Interpretado como texto pessimista, cético, considerado expressão da ideologia da aurea mediocritas, influenciado pela filosofia grega do século III a.C., considerado um guia ascético de desapego e desprezo do mundo à parte da tradição cristã, ele foi, nas últimas décadas, reportado por alguns exegetas ao leito reconfortante do otimismo por causa de algumas passagens, sendo específico, sete (2, 24-25; 3, 12-13; 3, 22; 5 ,17; 8, 15; 9, 7-9; 11, 7-10), das quais surgiria um apelo ao sereno gozo das escassas alegrias que a vida reserva.

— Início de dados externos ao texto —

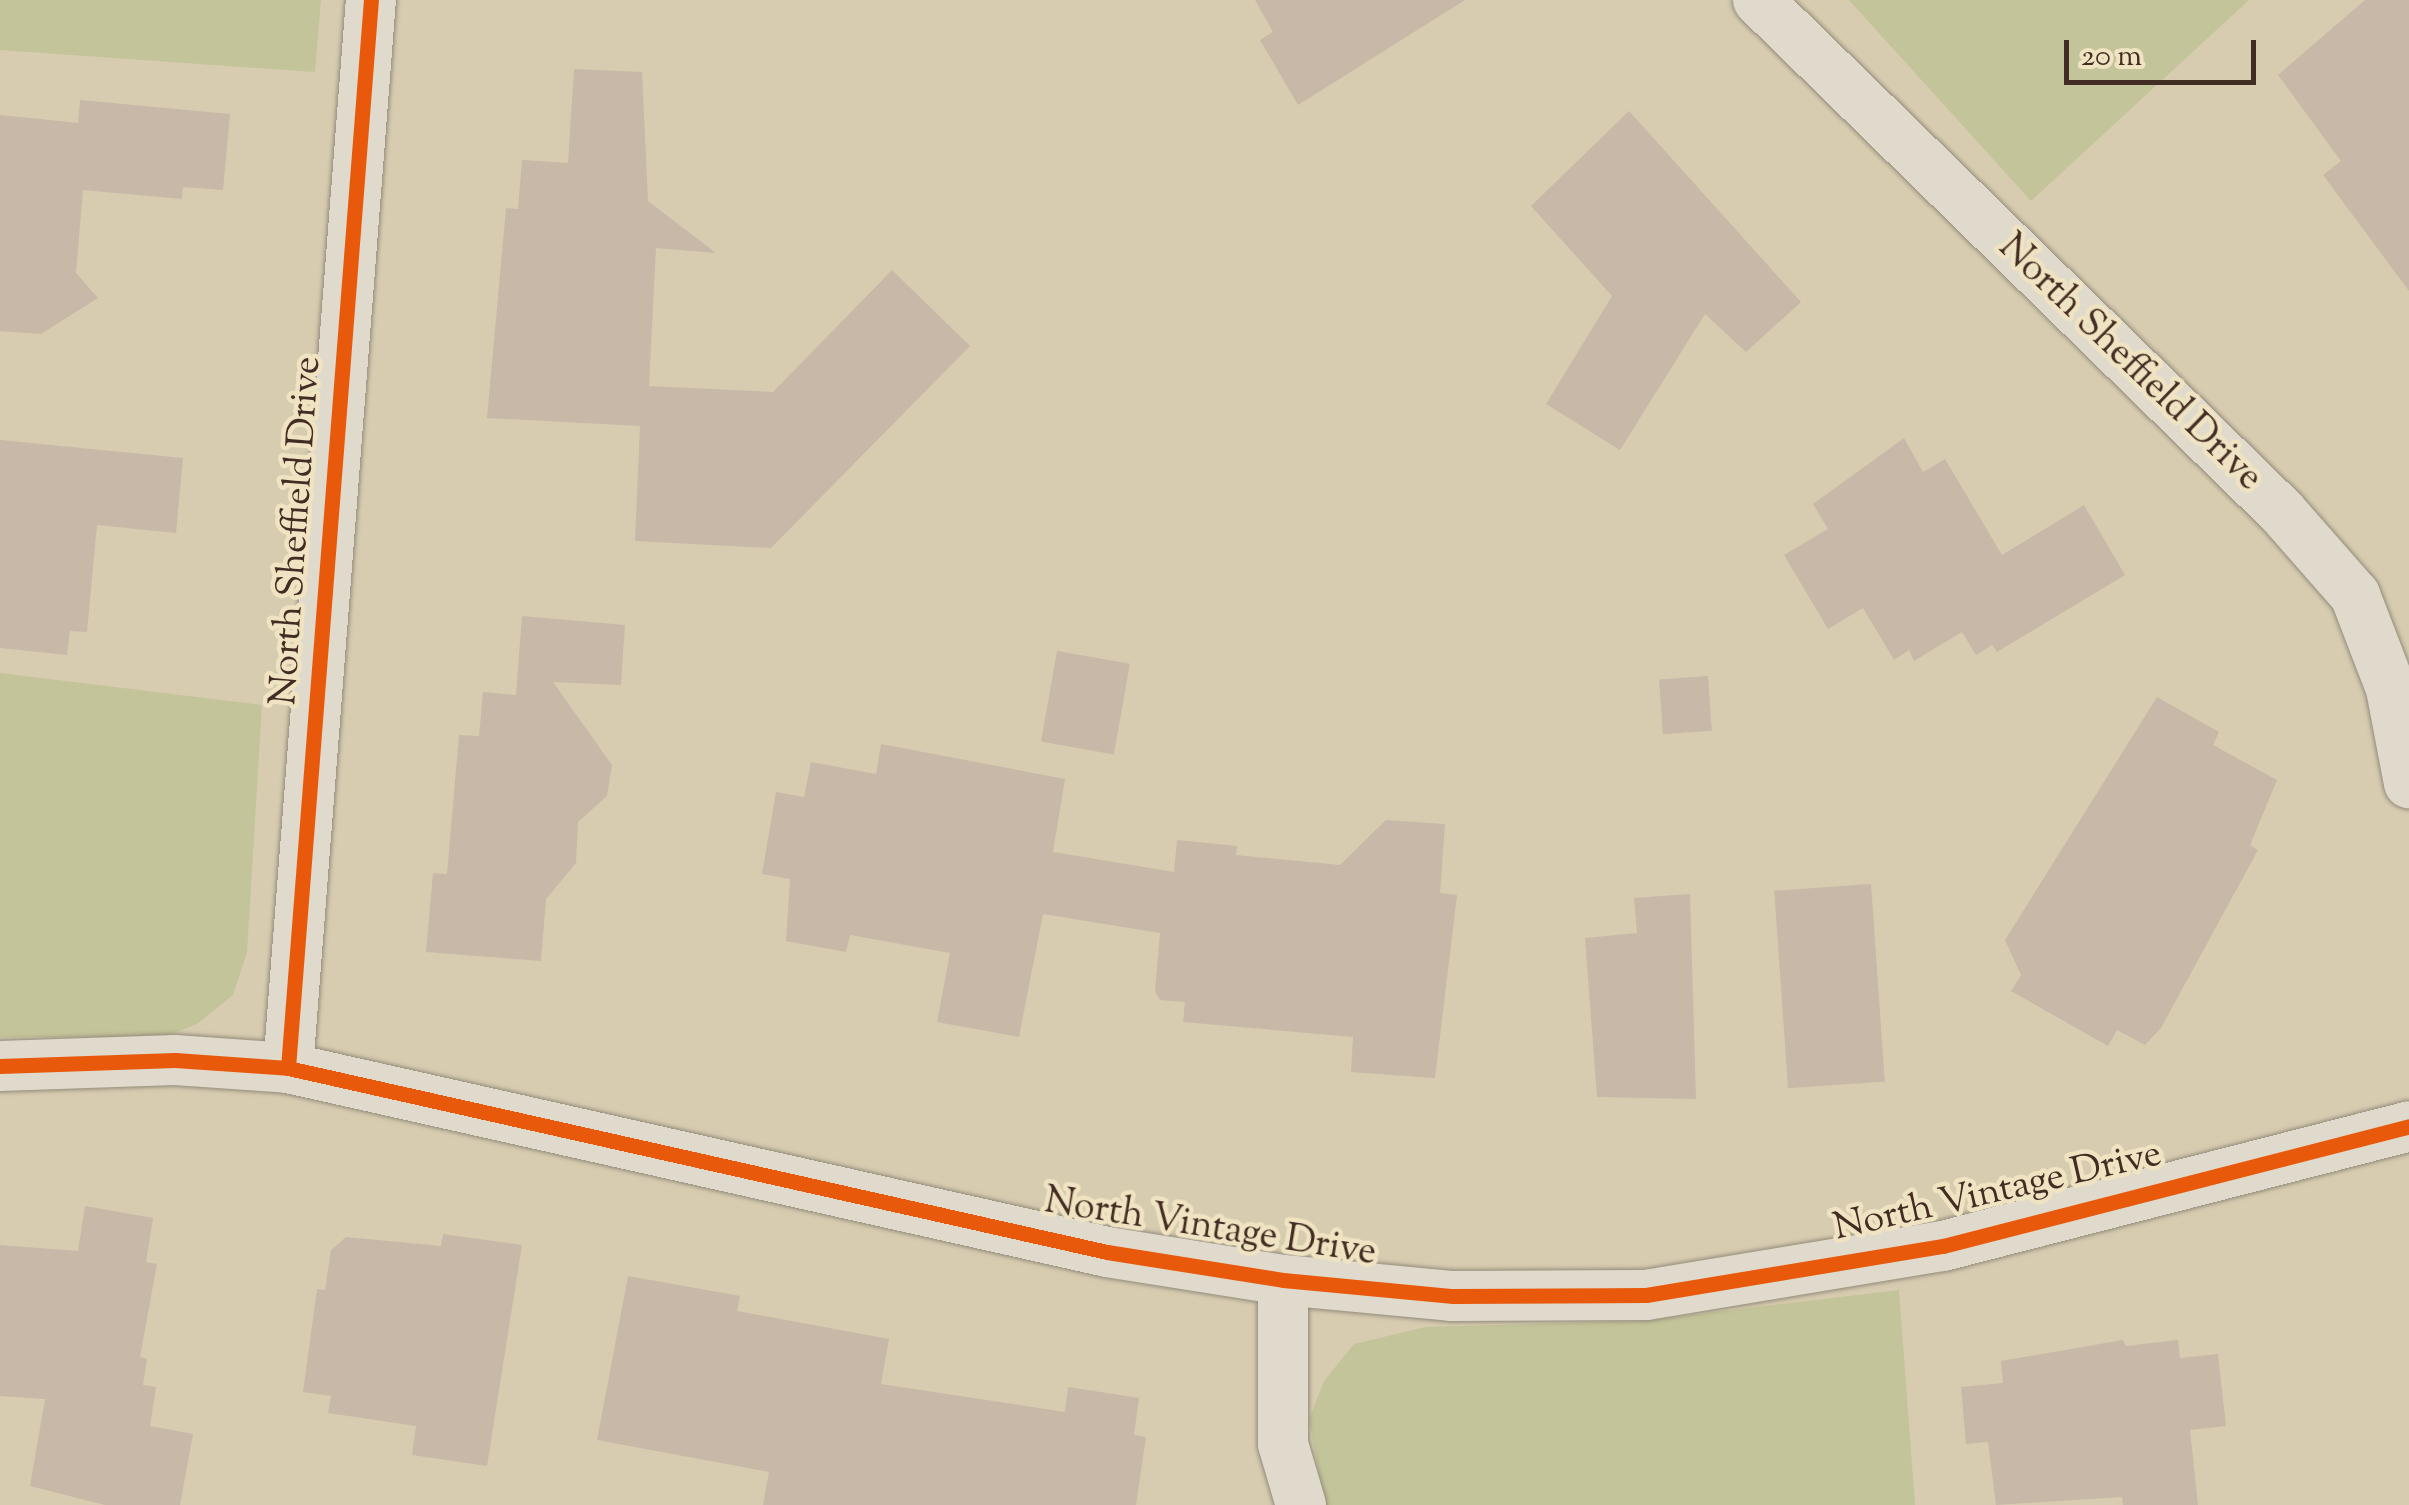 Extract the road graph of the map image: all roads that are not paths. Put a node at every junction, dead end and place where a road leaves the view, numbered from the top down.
1 (372, 0) edge
2 (1758, 0) edge
3 (2409, 783) edge
4 (0, 1066) edge
5 (288, 1068) junction
6 (2409, 1126) edge
7 (1283, 1280) junction
8 (1302, 1505) edge

1 - 5 street, North Sheffield Drive
2 - 3 street, North Sheffield Drive
4 - 5 street, North Vintage Drive
5 - 7 street, North Vintage Drive
6 - 7 street, North Vintage Drive
7 - 8 street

A essa interpretação também se aproximaria, paradoxalmente, o escritor francês Albert Camus, quando, no Mito de Sísifo, vê em Don Giovanni "um homem nutrido pelo Eclesiastes", "um louco que é um grande sábio", porque "esta vida o satisfaz" (...)
O tom dominante é o da inconsistência, emblematicamente encarnada no vocábulo caro a Qohelet, hebel/habel, que ressoa 38 vezes, às vezes na forma superlativa habel habalîm, o célebre vanitas vanitatum da versão latina da Vulgata: o termo alude à fumaça, ao vapor, ao sopro e, portanto, define a realidade como vazio, vacuidade, caducidade irreversível. (...)
A rachadura que revela a presença do hebel no ser e no existir se encontra também na inteligência humana. Qohelet é um sábio, um escriba, um intelectual (12, 9-10); despreza estupidez, em 85 vezes introduz as suas reflexões em primeira pessoa, consciente de uma originalidade do seu pensamento. Porém, o resultado final do conhecer é áspero: grande sabedoria é grande tormento, quem mais sabe mais sofre (1, 13-18).
"Até o filósofo que acredita guiar o mundo" – escreve um comentarista, Daniel Lys – "não guia mais do que o vento. O paradoxo da sabedoria é que a sabedoria suprema consiste em saber que a sabedoria é vento quando pretende ser suprema".
Não há, então, nenhuma diferença entre sabedoria e estupidez? Não, responde Qohelet, há uma diferença e é terrível: o sábio é atormentado, o ignorante é hilário na sua vulgaridade. Só o inteligente vê o vazio que corrói o ser e a morte que permeia todo ato que se realiza debaixo do sol. (...)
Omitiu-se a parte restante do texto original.